Your instructions:
Should the word "Boulevard" occur in a line of the records, copy that line.

** Source records follows **

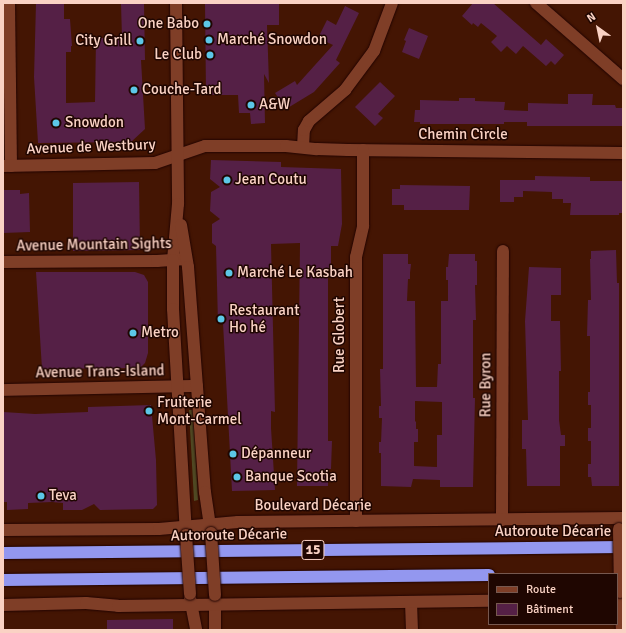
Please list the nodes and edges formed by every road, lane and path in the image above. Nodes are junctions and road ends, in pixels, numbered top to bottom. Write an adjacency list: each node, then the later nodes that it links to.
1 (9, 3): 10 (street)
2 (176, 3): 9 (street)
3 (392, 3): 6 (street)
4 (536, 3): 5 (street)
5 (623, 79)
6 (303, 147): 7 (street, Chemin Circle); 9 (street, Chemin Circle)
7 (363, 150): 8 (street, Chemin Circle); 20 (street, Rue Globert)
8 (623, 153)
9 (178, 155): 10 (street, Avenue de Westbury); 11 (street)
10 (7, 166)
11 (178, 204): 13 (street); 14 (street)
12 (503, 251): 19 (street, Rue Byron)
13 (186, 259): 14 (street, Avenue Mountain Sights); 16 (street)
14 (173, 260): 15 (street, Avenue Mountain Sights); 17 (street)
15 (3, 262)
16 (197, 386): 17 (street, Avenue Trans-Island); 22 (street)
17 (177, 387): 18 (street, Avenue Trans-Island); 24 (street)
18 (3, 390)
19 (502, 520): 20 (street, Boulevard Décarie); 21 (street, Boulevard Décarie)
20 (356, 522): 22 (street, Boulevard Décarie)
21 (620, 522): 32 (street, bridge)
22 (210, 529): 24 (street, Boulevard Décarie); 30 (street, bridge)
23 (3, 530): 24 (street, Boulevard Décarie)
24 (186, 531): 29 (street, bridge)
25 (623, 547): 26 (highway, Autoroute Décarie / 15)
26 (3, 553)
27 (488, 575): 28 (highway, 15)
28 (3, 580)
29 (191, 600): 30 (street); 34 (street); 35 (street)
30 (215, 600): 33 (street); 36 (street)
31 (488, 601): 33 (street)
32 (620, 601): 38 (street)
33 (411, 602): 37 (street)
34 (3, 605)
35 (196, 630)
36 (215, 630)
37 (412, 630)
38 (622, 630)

** End of Source records **

Result:
19 (502, 520): 20 (street, Boulevard Décarie); 21 (street, Boulevard Décarie)
20 (356, 522): 22 (street, Boulevard Décarie)
22 (210, 529): 24 (street, Boulevard Décarie); 30 (street, bridge)
23 (3, 530): 24 (street, Boulevard Décarie)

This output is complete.